Data shown:
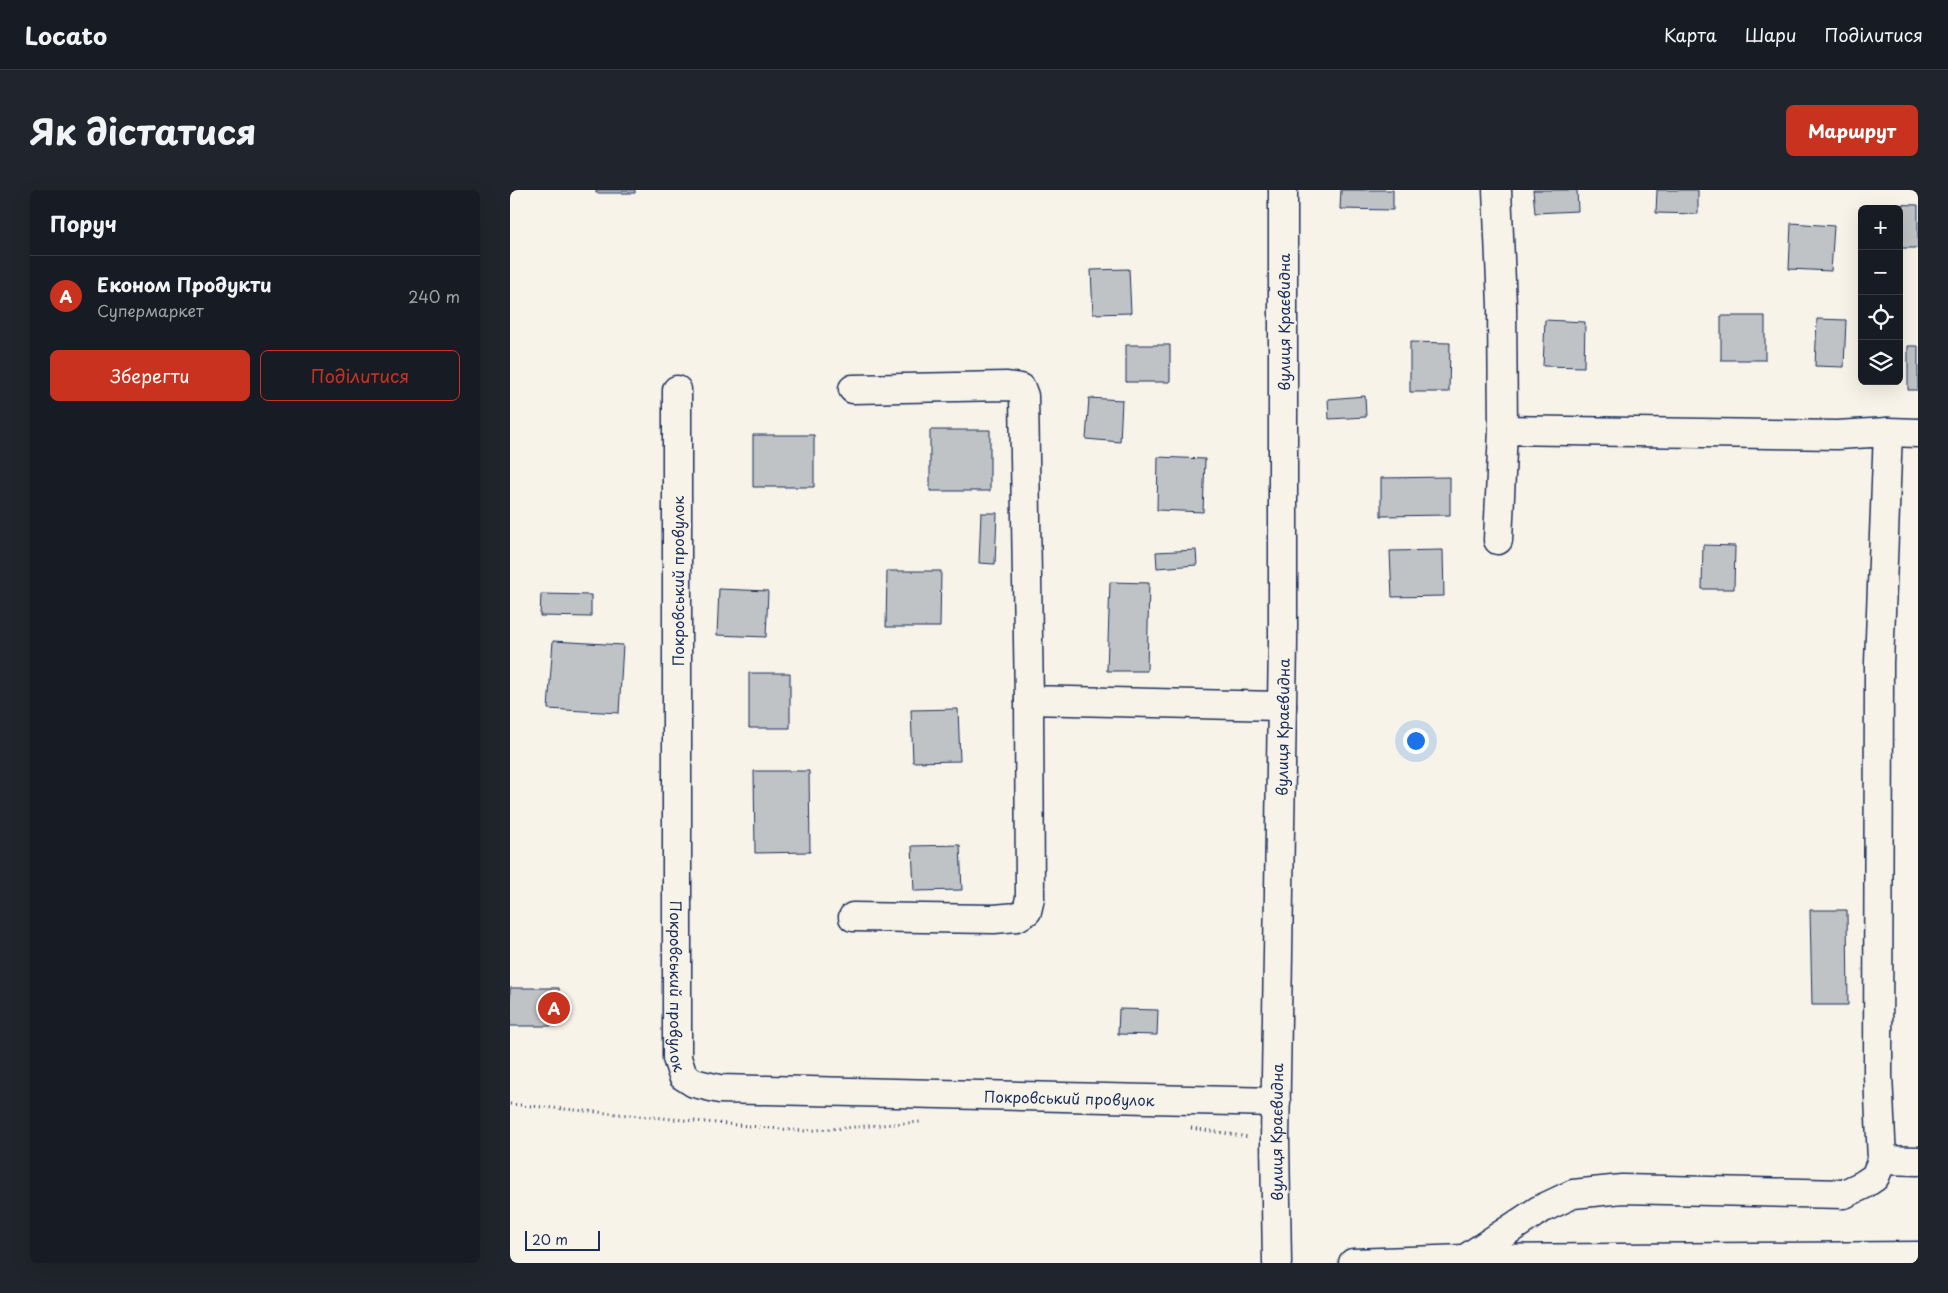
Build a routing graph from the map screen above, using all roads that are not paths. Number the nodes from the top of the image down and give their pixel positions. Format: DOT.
graph roads {
  1 [pos="1283,190"];
  2 [pos="1497,190"];
  3 [pos="853,389"];
  4 [pos="677,390"];
  5 [pos="1503,430"];
  6 [pos="1888,432"];
  7 [pos="1918,433"];
  8 [pos="1498,540"];
  9 [pos="1028,700"];
  10 [pos="1282,706"];
  11 [pos="853,916"];
  12 [pos="1276,1102"];
  13 [pos="1882,1160"];
  14 [pos="1918,1161"];
  15 [pos="1918,1256"];
  16 [pos="1465,1259"];
  17 [pos="1874,1259"];
  18 [pos="1277,1263"];
  19 [pos="1353,1263"];
  1 -- 10 [label="street, вулиця Краєвидна"];
  2 -- 5 [label="street"];
  3 -- 9 [label="street"];
  4 -- 12 [label="street, Покровський провулок"];
  5 -- 6 [label="street"];
  5 -- 8 [label="street"];
  6 -- 7 [label="street"];
  6 -- 13 [label="street"];
  9 -- 10 [label="street"];
  9 -- 11 [label="street"];
  10 -- 12 [label="street, вулиця Краєвидна"];
  12 -- 18 [label="street, вулиця Краєвидна"];
  13 -- 14 [label="street"];
  13 -- 16 [label="street"];
  15 -- 17 [label="street"];
  16 -- 17 [label="street"];
  16 -- 19 [label="street"];
}
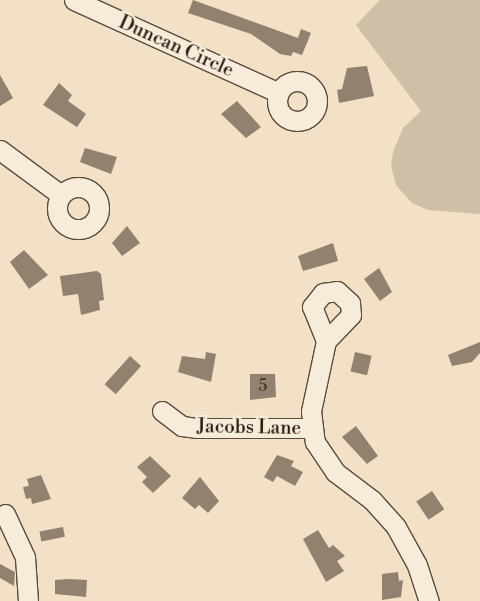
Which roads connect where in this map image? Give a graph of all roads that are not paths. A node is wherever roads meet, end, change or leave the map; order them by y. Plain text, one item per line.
1 (74, 0) edge
2 (279, 93) dead end
3 (0, 150) edge
4 (61, 195) dead end
5 (326, 341) dead end
6 (162, 411) dead end
7 (312, 428) junction
8 (5, 514) dead end
9 (28, 601) edge
10 (429, 601) edge

1 - 2 street, Duncan Circle
3 - 4 street
5 - 7 street
6 - 7 street, Jacobs Lane
7 - 10 street
8 - 9 street

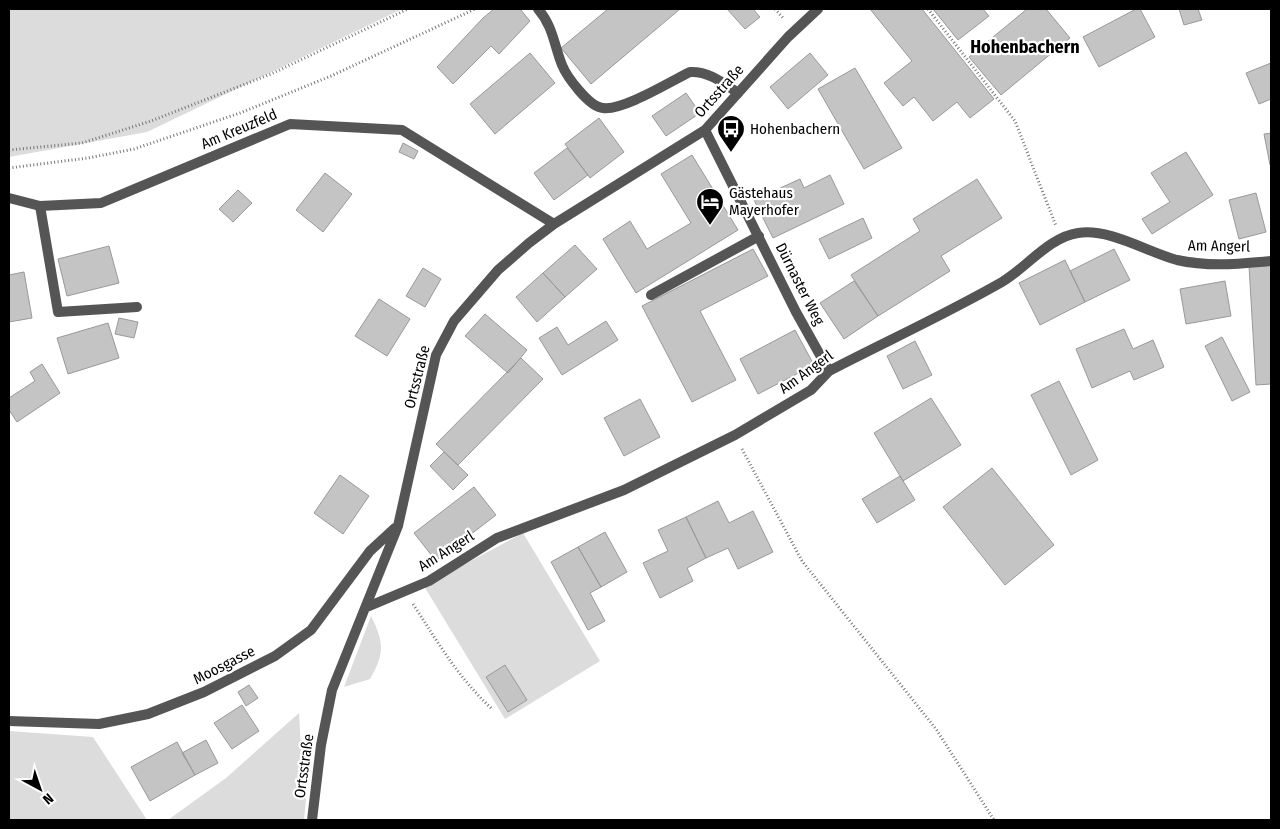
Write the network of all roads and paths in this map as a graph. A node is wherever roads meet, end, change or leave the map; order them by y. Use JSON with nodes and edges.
{"nodes":[{"id":1,"x":408,"y":9,"type":"edge"},
{"id":2,"x":476,"y":9,"type":"edge"},
{"id":3,"x":538,"y":9,"type":"edge"},
{"id":4,"x":818,"y":9,"type":"edge"},
{"id":5,"x":928,"y":9,"type":"edge"},
{"id":6,"x":738,"y":93,"type":"junction"},
{"id":7,"x":704,"y":130,"type":"junction"},
{"id":8,"x":9,"y":150,"type":"edge"},
{"id":9,"x":9,"y":168,"type":"edge"},
{"id":10,"x":9,"y":198,"type":"edge"},
{"id":11,"x":40,"y":206,"type":"junction"},
{"id":12,"x":554,"y":224,"type":"junction"},
{"id":13,"x":759,"y":236,"type":"junction"},
{"id":14,"x":1061,"y":238,"type":"junction"},
{"id":15,"x":1271,"y":261,"type":"edge"},
{"id":16,"x":651,"y":295,"type":"dead end"},
{"id":17,"x":137,"y":306,"type":"dead end"},
{"id":18,"x":829,"y":371,"type":"junction"},
{"id":19,"x":735,"y":435,"type":"junction"},
{"id":20,"x":398,"y":526,"type":"junction"},
{"id":21,"x":405,"y":590,"type":"junction"},
{"id":22,"x":367,"y":607,"type":"junction"},
{"id":23,"x":492,"y":709,"type":"dead end"},
{"id":24,"x":9,"y":721,"type":"edge"},
{"id":25,"x":312,"y":820,"type":"edge"},
{"id":26,"x":994,"y":820,"type":"edge"}],
"edges":[{"from":1,"to":8,"type":"path"},
{"from":2,"to":9,"type":"path"},
{"from":3,"to":6,"type":"street"},
{"from":4,"to":6,"type":"street","name":"Ortsstraße"},
{"from":5,"to":14,"type":"path"},
{"from":6,"to":7,"type":"street","name":"Ortsstraße"},
{"from":7,"to":12,"type":"street","name":"Ortsstraße"},
{"from":7,"to":13,"type":"street","name":"Dürnaster Weg"},
{"from":10,"to":11,"type":"street","name":"Am Kreuzfeld"},
{"from":11,"to":12,"type":"street","name":"Am Kreuzfeld"},
{"from":11,"to":17,"type":"street"},
{"from":12,"to":20,"type":"street","name":"Ortsstraße"},
{"from":13,"to":16,"type":"street"},
{"from":13,"to":18,"type":"street","name":"Dürnaster Weg"},
{"from":14,"to":15,"type":"street","name":"Am Angerl"},
{"from":14,"to":18,"type":"street","name":"Am Angerl"},
{"from":18,"to":19,"type":"street","name":"Am Angerl"},
{"from":19,"to":21,"type":"street","name":"Am Angerl"},
{"from":19,"to":26,"type":"path"},
{"from":20,"to":22,"type":"street","name":"Ortsstraße"},
{"from":20,"to":24,"type":"street","name":"Moosgasse"},
{"from":21,"to":22,"type":"street","name":"Am Angerl"},
{"from":21,"to":23,"type":"path"},
{"from":22,"to":25,"type":"street","name":"Ortsstraße"}]}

The task:
Report each line above containing the string "them".

Answer:
Which roads connect where in this map image? Give a graph of all roads that are not paths. A node is wherever roads meet, end, change or leave the map; order them by y. Plain text, one item per line.
Write the network of all roads and paths in this map as a graph. A node is wherever roads meet, end, change or leave the map; order them by y. Use JSON with nodes and edges.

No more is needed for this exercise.